Após 8 anos sem ver um filme do diretor espanhol, "O Quarto ao Lado" mostra o vigor de Almodóvar ao 75 anos. Segue acostumado a perturbar espectadores com temas espinhosos, humor ácido e inteligência.
Cena de “O Quarto ao Lado"/Crédito/Warner/Divulgação
Confesso que passo longos anos sem ver alguma produção cinematográfica de Pedro Almodóvar. Minha relação com ele é a mesma que mantenho no cinema com Quentin Tarantino, outro que admiro absurdamente, mas que pulo filmes, vejo anos depois ou simplesmente deixo de lado até redescobrir seu universo.
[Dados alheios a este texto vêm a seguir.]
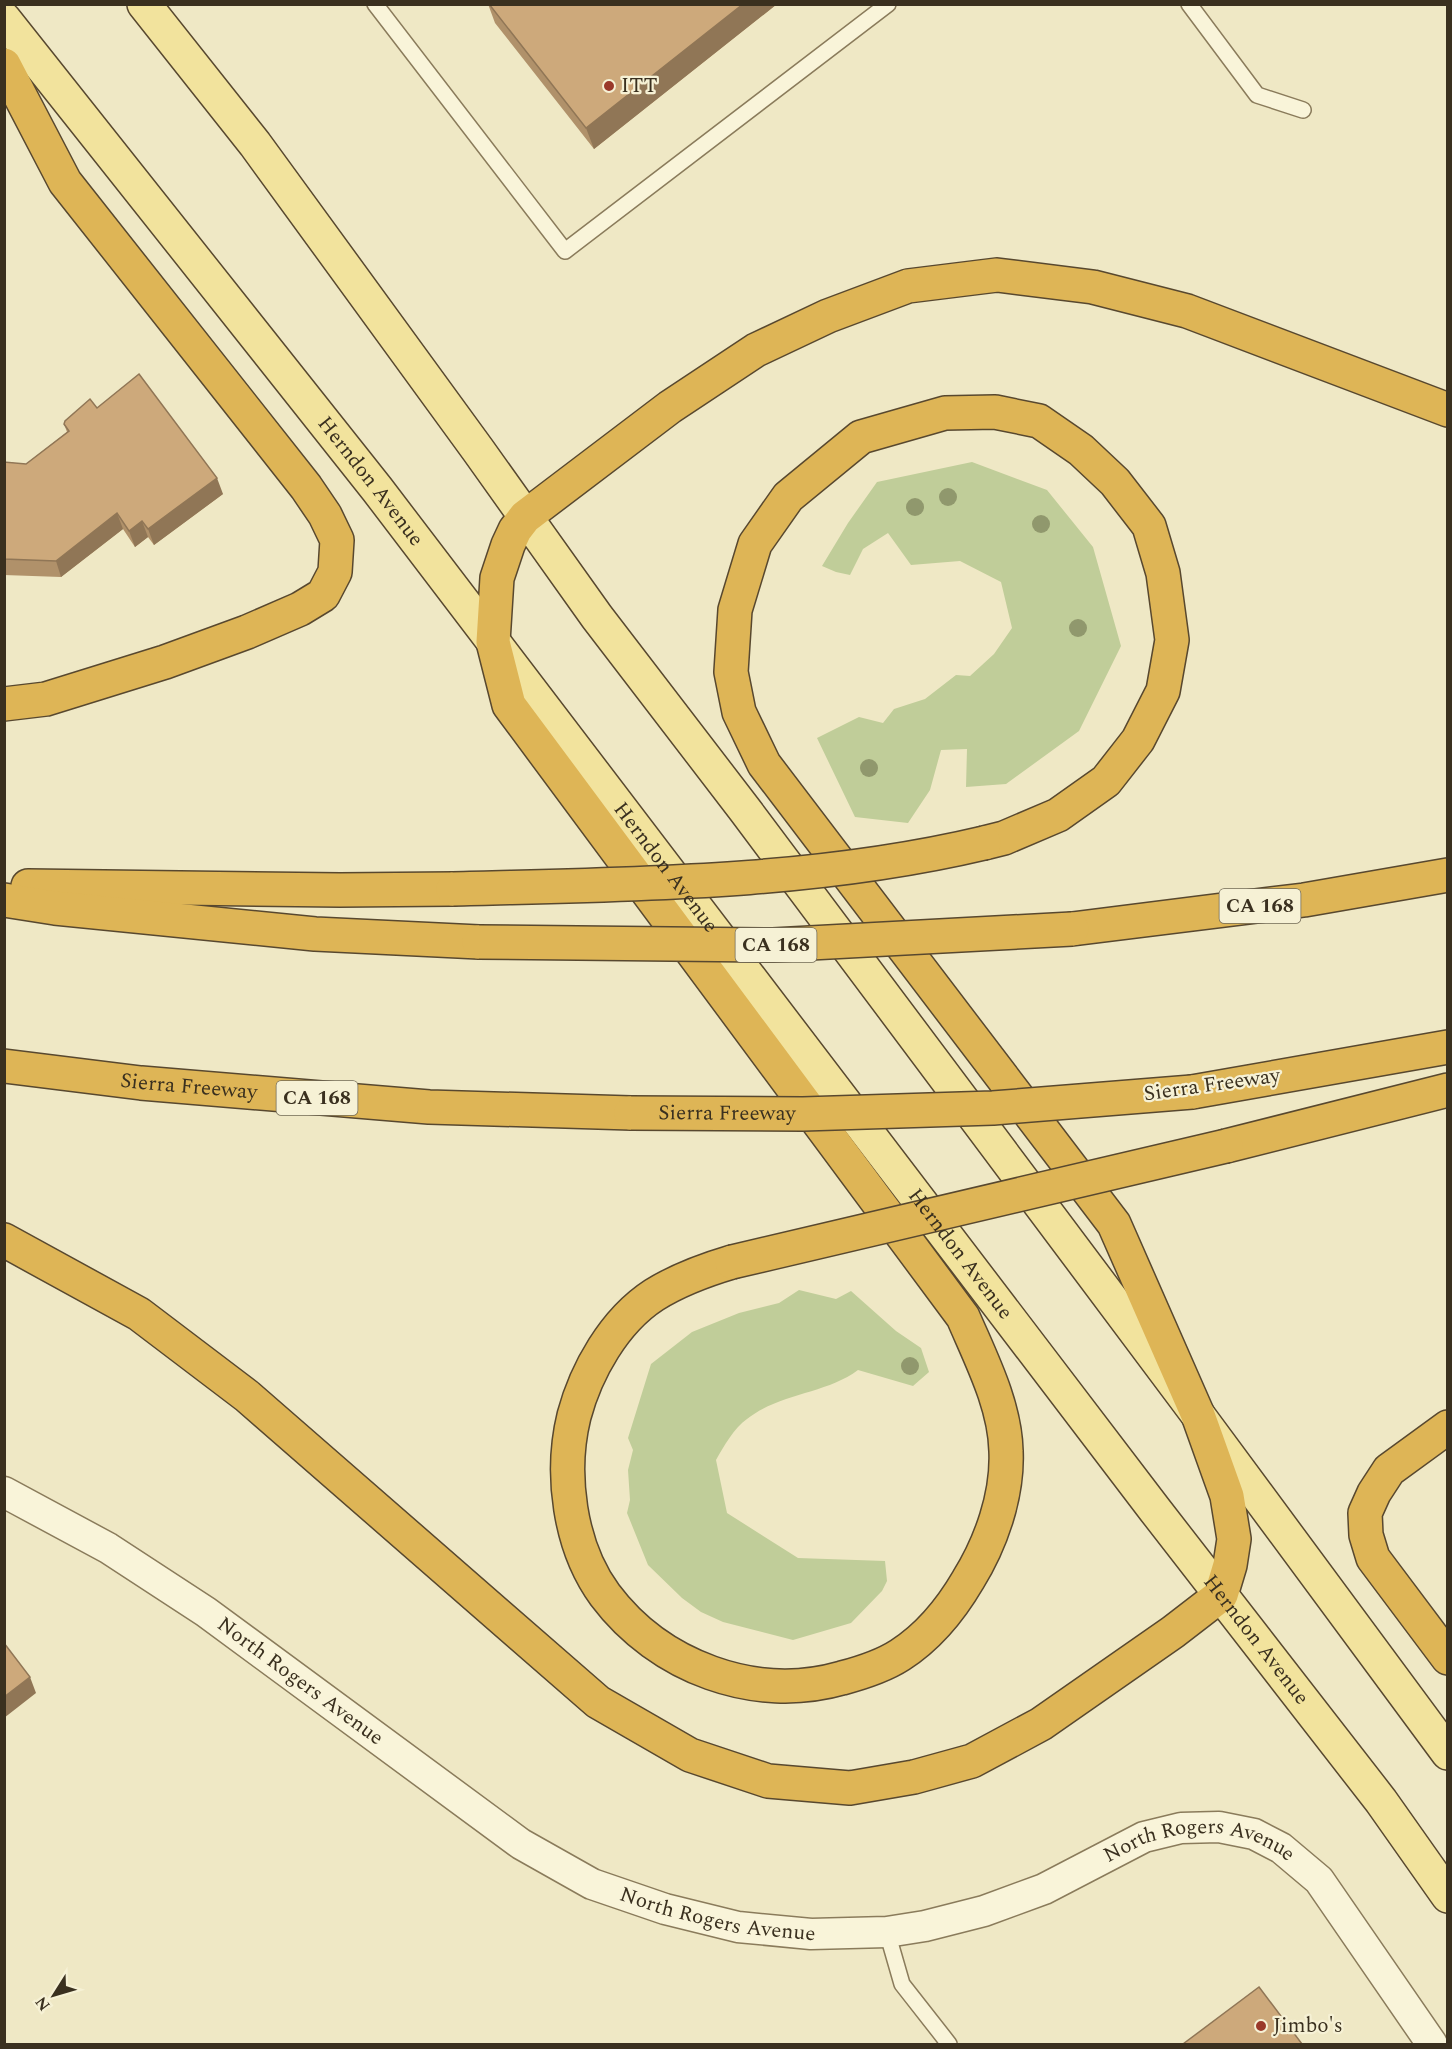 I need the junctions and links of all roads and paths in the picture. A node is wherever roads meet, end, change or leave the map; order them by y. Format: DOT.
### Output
graph roads {
  1 [pos="144,4"];
  2 [pos="375,4"];
  3 [pos="888,4"];
  4 [pos="1189,4"];
  5 [pos="4,18"];
  6 [pos="4,65"];
  7 [pos="1303,110"];
  8 [pos="1448,410"];
  9 [pos="525,517"];
  10 [pos="493,642"];
  11 [pos="4,704"];
  12 [pos="1448,875"];
  13 [pos="4,886"];
  14 [pos="4,900"];
  15 [pos="1448,1047"];
  16 [pos="4,1066"];
  17 [pos="1448,1090"];
  18 [pos="4,1240"];
  19 [pos="1198,1415"];
  20 [pos="1448,1427"];
  21 [pos="4,1492"];
  22 [pos="1221,1595"];
  23 [pos="1448,1658"];
  24 [pos="1448,1753"];
  25 [pos="1448,1896"];
  26 [pos="887,1932"];
  27 [pos="949,2044"];
  28 [pos="1432,2044"];
  1 -- 9 [label="main road"];
  2 -- 3 [label="lane"];
  4 -- 7 [label="lane"];
  5 -- 10 [label="main road, Herndon Avenue"];
  6 -- 11 [label="highway"];
  8 -- 9 [label="highway"];
  9 -- 10 [label="highway"];
  9 -- 19 [label="main road"];
  10 -- 17 [label="highway, bridge"];
  10 -- 22 [label="main road, Herndon Avenue"];
  12 -- 14 [label="highway, CA 168, bridge"];
  13 -- 19 [label="highway, bridge"];
  15 -- 16 [label="highway, Sierra Freeway / CA 168, bridge"];
  18 -- 22 [label="highway"];
  19 -- 22 [label="highway"];
  19 -- 24 [label="main road"];
  20 -- 23 [label="highway"];
  21 -- 26 [label="street, North Rogers Avenue"];
  22 -- 25 [label="main road, Herndon Avenue"];
  26 -- 27 [label="lane"];
  26 -- 28 [label="street, North Rogers Avenue"];
} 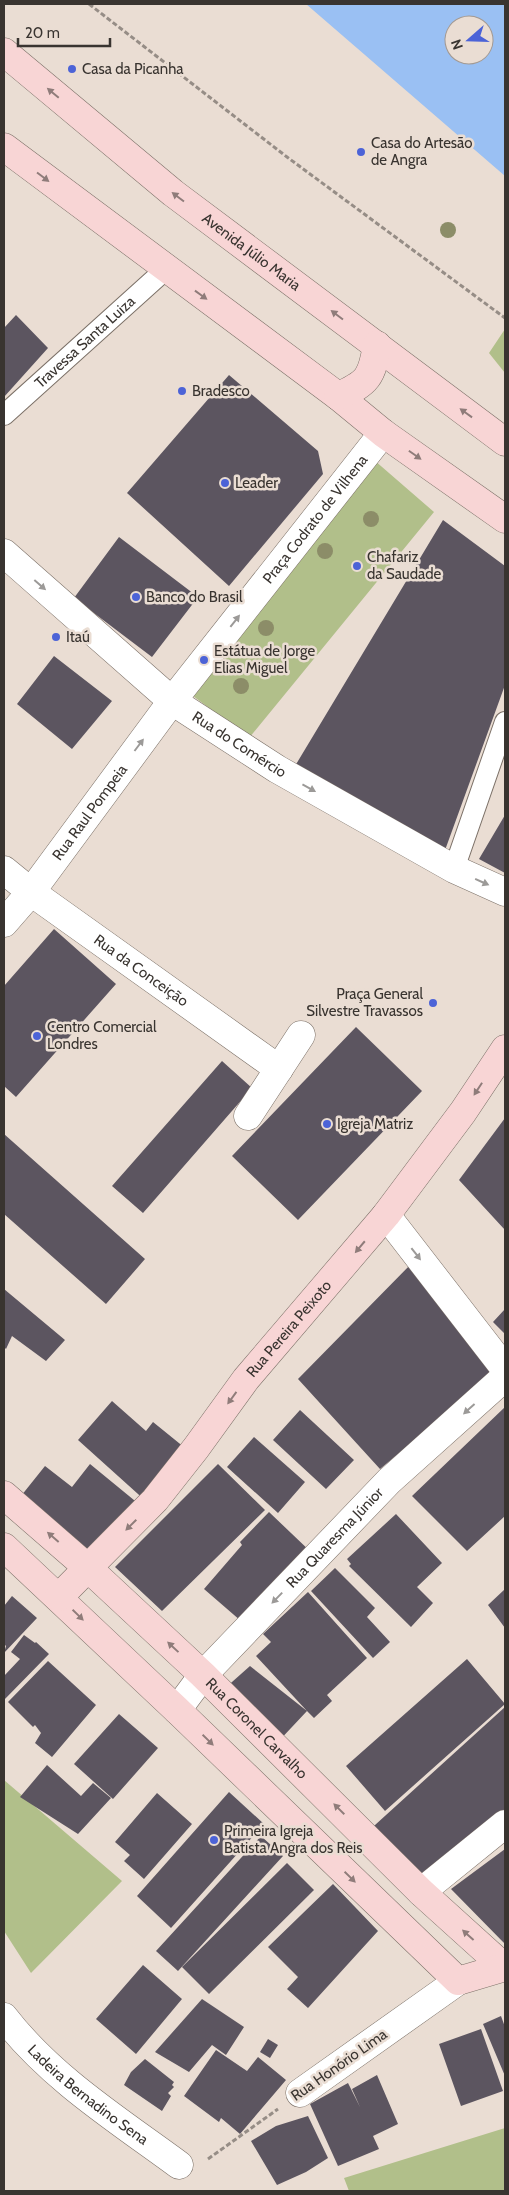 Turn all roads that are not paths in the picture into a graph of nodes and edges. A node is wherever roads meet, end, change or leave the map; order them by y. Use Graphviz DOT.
graph roads {
  1 [pos="4,52"];
  2 [pos="4,148"];
  3 [pos="166,269"];
  4 [pos="377,345"];
  5 [pos="338,396"];
  6 [pos="4,415"];
  7 [pos="383,433"];
  8 [pos="505,442"];
  9 [pos="505,519"];
  10 [pos="4,553"];
  11 [pos="172,700"];
  12 [pos="505,722"];
  13 [pos="454,869"];
  14 [pos="4,870"];
  15 [pos="30,892"];
  16 [pos="505,892"];
  17 [pos="4,923"];
  18 [pos="301,1035"];
  19 [pos="505,1049"];
  20 [pos="279,1069"];
  21 [pos="248,1116"];
  22 [pos="386,1215"];
  23 [pos="505,1369"];
  24 [pos="505,1377"];
  25 [pos="4,1495"];
  26 [pos="4,1547"];
  27 [pos="88,1568"];
  28 [pos="58,1597"];
  29 [pos="203,1674"];
  30 [pos="177,1710"];
  31 [pos="505,1824"];
  32 [pos="421,1892"];
  33 [pos="505,1967"];
  34 [pos="458,1981"];
  35 [pos="4,2017"];
  36 [pos="300,2093"];
  37 [pos="179,2165"];
  4 -- 1 [label="main road, Avenida Júlio Maria, one-way"];
  2 -- 3 [label="main road, one-way"];
  3 -- 5 [label="main road, one-way"];
  3 -- 6 [label="street, Travessa Santa Luiza"];
  4 -- 5 [label="main road"];
  8 -- 4 [label="main road, Avenida Júlio Maria, one-way"];
  5 -- 7 [label="main road"];
  7 -- 9 [label="main road, one-way"];
  11 -- 7 [label="street, Praça Codrato de Vilhena, one-way"];
  10 -- 11 [label="street, Rua do Comércio, one-way"];
  11 -- 13 [label="street, Rua do Comércio, one-way"];
  15 -- 11 [label="street, Rua Raul Pompeia, one-way"];
  12 -- 13 [label="street"];
  13 -- 16 [label="street, Rua do Comércio, one-way"];
  14 -- 15 [label="street, Rua da Conceição"];
  15 -- 17 [label="street, Rua Raul Pompeia"];
  15 -- 20 [label="street, Rua da Conceição"];
  18 -- 20 [label="street"];
  19 -- 22 [label="main road, Rua Pereira Peixoto, one-way"];
  20 -- 21 [label="street"];
  22 -- 23 [label="street, one-way"];
  22 -- 27 [label="main road, Rua Pereira Peixoto, one-way"];
  24 -- 29 [label="street, Rua Quaresma Júnior, one-way"];
  27 -- 25 [label="main road, Rua Coronel Carvalho, one-way"];
  26 -- 28 [label="main road"];
  27 -- 28 [label="main road, Rua Pereira Peixoto"];
  29 -- 27 [label="main road, Rua Coronel Carvalho, one-way"];
  28 -- 30 [label="main road, one-way"];
  29 -- 30 [label="street, Rua Quaresma Júnior"];
  32 -- 29 [label="main road, Rua Coronel Carvalho, one-way"];
  30 -- 34 [label="main road, one-way"];
  31 -- 32 [label="street"];
  33 -- 32 [label="main road, Rua Coronel Carvalho, one-way"];
  33 -- 34 [label="main road, Rua Honório Lima"];
  34 -- 36 [label="street, Rua Honório Lima"];
  35 -- 37 [label="street, Ladeira Bernadino Sena"];
}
E o que me trouxe de volta ao mundo do diretor espanhol foi O Quarto ao Lado (2024), uma exploração forte e sensível da eutanásia, da vida e da morte.
Nem vou me alongar muito para falar do novo filme de Almodóvar. Apenas recomendo fortemente. Todo mundo vai se identificar com o drama vivido por Martha (Tilda Swinton), dividido com a amiga Ingrid (Juliane Moore). Não se trata de concordar com o que a personagem encarna, mas encarar os desafios de quem não tem para onde correr em determinadas situações da vida.
E vamos combinar que um filme que tem Juliane Moore escalada no elenco já pede para ser visto. Atrizes e atores como ela e outros com quem contracena raramente entram em roubadas de roteiro.
Imagino que você vai querer assistir O Quarto ao Lado. Nem que seja pela curiosidade porque eu vou falar pouco dele aqui.
FILME MARCANTES - Deixando o filme um pouco de lado, volto as teclas para o criador dessas tramas e o que me faz voltar de tempos em tempos à sua filmografia. Lembro-me de Volver (2006), com Penélope Cruz, que trabalha os dramas do passado a partir do fantasma da mãe da personagem. Gosto desse cinema cortante.
Quem assistiu ao fortíssimo A Pele que Habito, com Antonio Banderas (2011), sabe o quanto atual é o cinema de Almodóvar em relação a temas sensíveis - que recentemente recebeu um reforço na discussão sobre a ditadura da beleza e as perversões masculinas em A Substância - esse da diretora francesa Coralie Fargeat.
Tudo sobre a Minha Mãe (1999) me fez rir e chorar. E Julieta tem todas as receitas do diretor numa única película. Alguns dos clássicos dele eu perdi e vou assistir a partir dessa viagem em seu novo filme.
Foto da capa do livro de Pedro Almodóvar/Companhia das Letras
AUTOBIOGRAFIA - Como uma máquina de rabiscar ideias sem parar, Pedro Almodóvar lançou, em junho deste ano, uma autobiografia que meio que engana todo mundo. No livro, faz recortes do cinema, da vida, dos dramas e aprendizados com a mãe e fala do seu conturbado processo criativo. Você sabe que é ele falando, mas podem ser esses personagens todos que leva à tela. O cara é mestre na confusão mental a partir das imagens e, claro, das palavras.
A propósito, como em toda a sua filmografia, nunca você encontrará um diálogo perdido num filme de Pedro Almodóvar. Você pode até ficar chocado ou chocada, mas sabe exatamente o que aquela fala faz ali. E o que faz tal personagem ser treloucado/a naquele nível. É o próprio falando, ora no estilo do seu livro, ora no seu cinema.
ENCURRALADA (O) - Por fim, volto a dizer: ao ver O Quarto ao Lado, certamente você ficará pensando que tudo aquilo pode acontecer com você ou com alguém do seu círculo. O que você faria se estivesse encurralado ou encurralada? Coisas para se pensar. Só assistindo mesmo.